• REQUIREMENT:
Would you write out every record that follows exactly, with the pictures left out?

━━━━━ DATA SUPPLIED ━━━━━

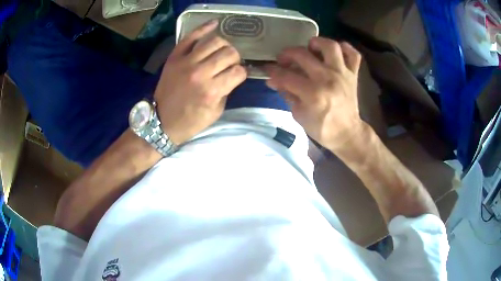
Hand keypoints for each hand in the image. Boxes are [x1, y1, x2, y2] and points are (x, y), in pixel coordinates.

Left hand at [154, 20, 246, 144]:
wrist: (162, 121)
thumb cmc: (190, 121)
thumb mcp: (215, 112)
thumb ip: (226, 90)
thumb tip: (232, 74)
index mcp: (212, 91)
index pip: (238, 71)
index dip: (241, 73)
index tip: (237, 76)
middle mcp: (200, 73)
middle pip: (229, 53)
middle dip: (235, 58)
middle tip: (229, 63)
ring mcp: (186, 62)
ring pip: (214, 41)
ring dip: (224, 45)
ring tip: (221, 51)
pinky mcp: (174, 56)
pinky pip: (191, 36)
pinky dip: (204, 27)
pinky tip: (214, 24)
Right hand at [265, 37, 362, 151]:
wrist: (347, 134)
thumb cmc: (322, 128)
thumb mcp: (299, 115)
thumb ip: (287, 94)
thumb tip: (274, 80)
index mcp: (313, 94)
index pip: (286, 76)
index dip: (273, 71)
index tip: (267, 69)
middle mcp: (327, 79)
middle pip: (303, 55)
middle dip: (287, 54)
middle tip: (283, 59)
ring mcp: (342, 74)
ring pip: (331, 46)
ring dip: (317, 43)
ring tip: (310, 48)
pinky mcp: (353, 75)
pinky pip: (353, 54)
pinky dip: (345, 48)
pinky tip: (335, 52)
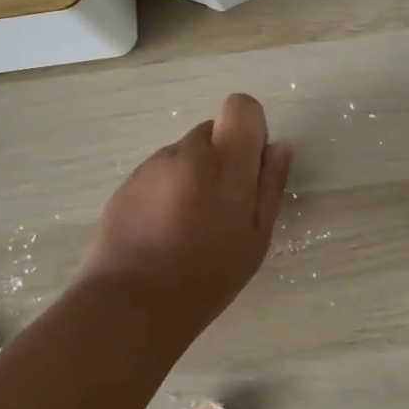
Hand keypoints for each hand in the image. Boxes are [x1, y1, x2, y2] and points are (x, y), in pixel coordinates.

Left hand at [81, 93, 294, 333]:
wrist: (132, 302)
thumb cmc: (207, 275)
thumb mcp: (256, 237)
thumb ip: (270, 185)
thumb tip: (281, 146)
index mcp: (225, 163)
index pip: (241, 107)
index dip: (250, 129)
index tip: (250, 167)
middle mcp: (187, 152)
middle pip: (213, 131)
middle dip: (223, 157)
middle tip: (221, 206)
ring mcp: (152, 165)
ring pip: (185, 153)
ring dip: (194, 174)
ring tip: (188, 224)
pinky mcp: (127, 182)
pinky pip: (160, 172)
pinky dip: (168, 190)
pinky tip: (163, 230)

━━━━━

• OUTPUT:
Hand keypoints for each hand in the image. Boxes are [x1, y1, x2, y2] and points are (x, y), in pixel coordinates.

Left hand at [154, 20, 246, 144]:
wrist: (162, 121)
thumb cmc: (190, 121)
thumb mcp: (215, 112)
thumb ip: (226, 90)
thumb tip: (232, 74)
index mcp: (212, 91)
index pip: (238, 71)
index dip: (241, 73)
index tip: (237, 76)
middle mcp: (200, 73)
middle pip: (229, 53)
middle dip: (235, 58)
middle tip: (229, 63)
ring mcp: (186, 62)
ring pip: (214, 41)
ring dip: (224, 45)
ring tip: (221, 51)
pinky mcp: (174, 56)
pinky pip: (191, 36)
pinky dip: (204, 27)
pinky tip: (214, 24)
Right hand at [265, 37, 362, 151]:
wrist: (347, 134)
thumb cmc: (322, 128)
thumb mcp: (299, 115)
thumb ip: (287, 94)
thumb tip: (274, 80)
index mcp: (313, 94)
index pip: (286, 76)
index dip: (273, 71)
index tip: (267, 69)
middle mcp: (327, 79)
middle pip: (303, 55)
middle dip: (287, 54)
middle tip: (283, 59)
ring mcp: (342, 74)
ring pip: (331, 46)
ring dip: (317, 43)
ring tip: (310, 48)
pinky mcp: (353, 75)
pinky pip: (353, 54)
pinky dip: (345, 48)
pinky tip: (335, 52)
Hand keypoints for each hand in the image. Boxes are [x1, y1, x2, y2] and points are (x, y), in pixel coordinates.

Left hand at [81, 93, 294, 333]:
wrist: (132, 302)
thumb cmc: (207, 275)
thumb mcp: (256, 237)
thumb ip: (270, 185)
thumb tip: (281, 146)
index mcp: (225, 163)
index pip: (241, 107)
index dip: (250, 129)
index tip: (250, 167)
middle mcp: (187, 152)
middle pip: (213, 131)
middle dip: (223, 157)
middle tip: (221, 206)
ring mcp: (152, 165)
ring pip: (185, 153)
ring dip: (194, 174)
ring tip: (188, 224)
pinky mcp: (127, 182)
pinky pip: (160, 172)
pinky dip: (168, 190)
pinky tip: (163, 230)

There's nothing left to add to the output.